On the basis of its industry-leading capabilities, Regeneron Genetics Center was selected by UK BioBank consortium members to complete proteomic assay data generation for the recently announced UK Biobank Pharma Proteomics Project.

"Regeneron continues to diversify our commercial, clinical and research portfolios by relentlessly pushing the boundaries of innovation and technology," said George D. Yancopoulos, M.D., Ph.D., Board co-Chair, President and Chief Scientific Officer of Regeneron. "In 2025, we will progress dozens of promising new assets and expand the reach of our important established medicines to help even more patients in need. We remain at the forefront of biotechnology’s most remarkable era of drug discovery, striving to change the practice of medicine with approaches spanning antibodies, bispecifics, gene editing, gene silencing, gene therapy and cell therapy supported by DNA sequence- and proteomics-linked healthcare database."

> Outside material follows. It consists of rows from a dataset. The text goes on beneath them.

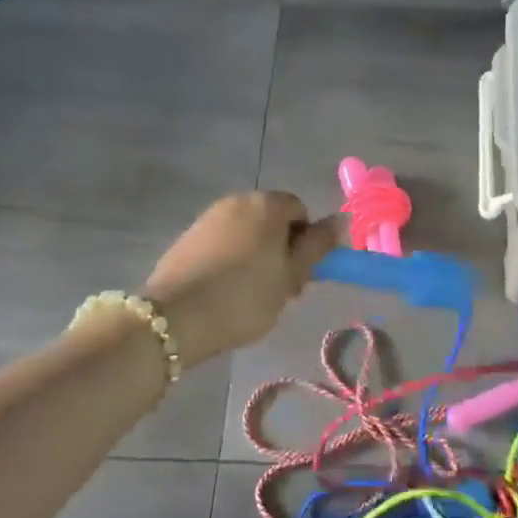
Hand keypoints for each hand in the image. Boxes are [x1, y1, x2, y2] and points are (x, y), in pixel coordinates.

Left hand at [142, 192, 340, 361]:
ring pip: (245, 231)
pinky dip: (228, 259)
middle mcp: (237, 200)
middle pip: (271, 219)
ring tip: (249, 293)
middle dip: (279, 247)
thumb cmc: (245, 296)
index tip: (298, 274)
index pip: (299, 210)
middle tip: (278, 288)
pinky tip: (222, 290)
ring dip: (254, 254)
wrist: (176, 317)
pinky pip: (220, 242)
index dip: (305, 241)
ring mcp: (208, 216)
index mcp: (267, 204)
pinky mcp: (187, 236)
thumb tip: (341, 219)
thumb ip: (317, 246)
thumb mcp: (291, 276)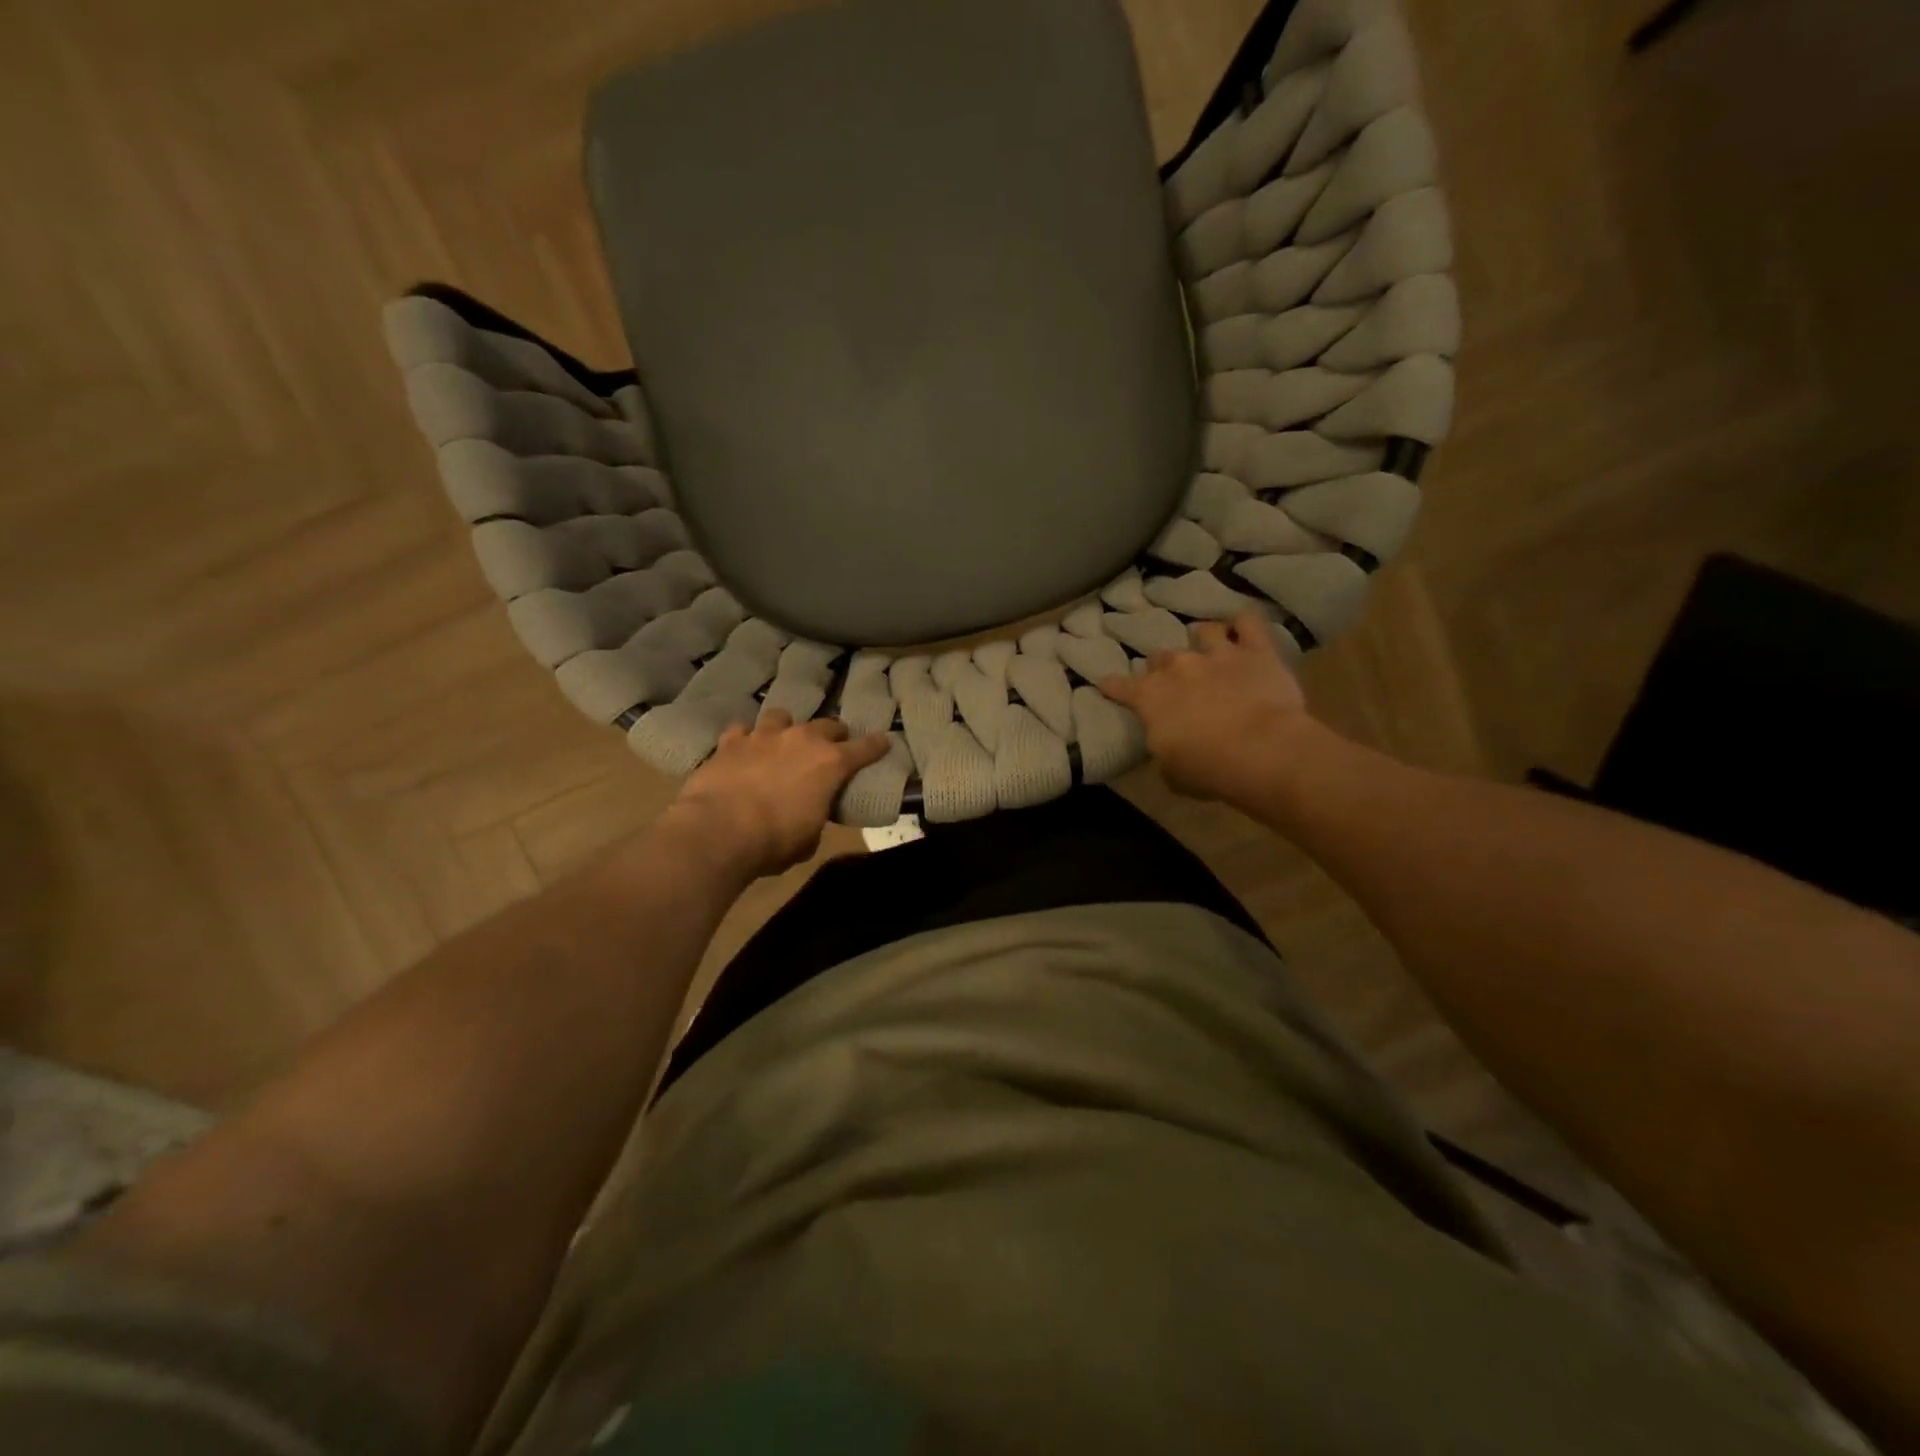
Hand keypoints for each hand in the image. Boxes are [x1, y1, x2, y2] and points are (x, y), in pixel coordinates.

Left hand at [666, 710, 889, 879]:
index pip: (865, 748)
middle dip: (833, 734)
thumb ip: (816, 816)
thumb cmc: (774, 841)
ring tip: (782, 741)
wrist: (718, 830)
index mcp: (831, 764)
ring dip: (786, 728)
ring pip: (782, 716)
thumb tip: (810, 814)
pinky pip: (742, 730)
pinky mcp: (730, 741)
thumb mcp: (809, 838)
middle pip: (827, 724)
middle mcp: (801, 740)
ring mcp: (764, 736)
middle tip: (831, 746)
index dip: (876, 745)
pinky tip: (743, 750)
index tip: (884, 741)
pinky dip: (745, 739)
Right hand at [1099, 613, 1311, 803]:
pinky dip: (1243, 623)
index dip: (1112, 686)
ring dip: (1202, 638)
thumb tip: (1167, 742)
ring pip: (1203, 632)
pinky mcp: (1256, 651)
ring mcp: (1217, 654)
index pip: (1120, 686)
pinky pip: (1248, 623)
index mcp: (1150, 698)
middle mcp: (1178, 668)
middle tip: (1169, 678)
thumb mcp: (1170, 771)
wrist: (1262, 751)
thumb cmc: (1207, 768)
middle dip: (1161, 666)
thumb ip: (1163, 748)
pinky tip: (1242, 626)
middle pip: (1161, 657)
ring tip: (1206, 643)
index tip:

The unapproved uses of EYLEA, EYLEA HD, Dupixent, Libtayo and pozelimab noted here are investigational and have not been fully evaluated by any regulatory authority. Cemdisiran, itepekimab, fianlimab, linvoseltamab, REGN7508, REGN9933, trevogrumab and garetosmab are investigational and have also not been fully evaluated by any regulatory authority. Odronextamab is approved in the European Union as Ordspono to treat R/R FL or DLBCL after two or more lines of systemic therapy, but the safety and efficacy of odronextamab has not been fully evaluated by any other regulatory authority.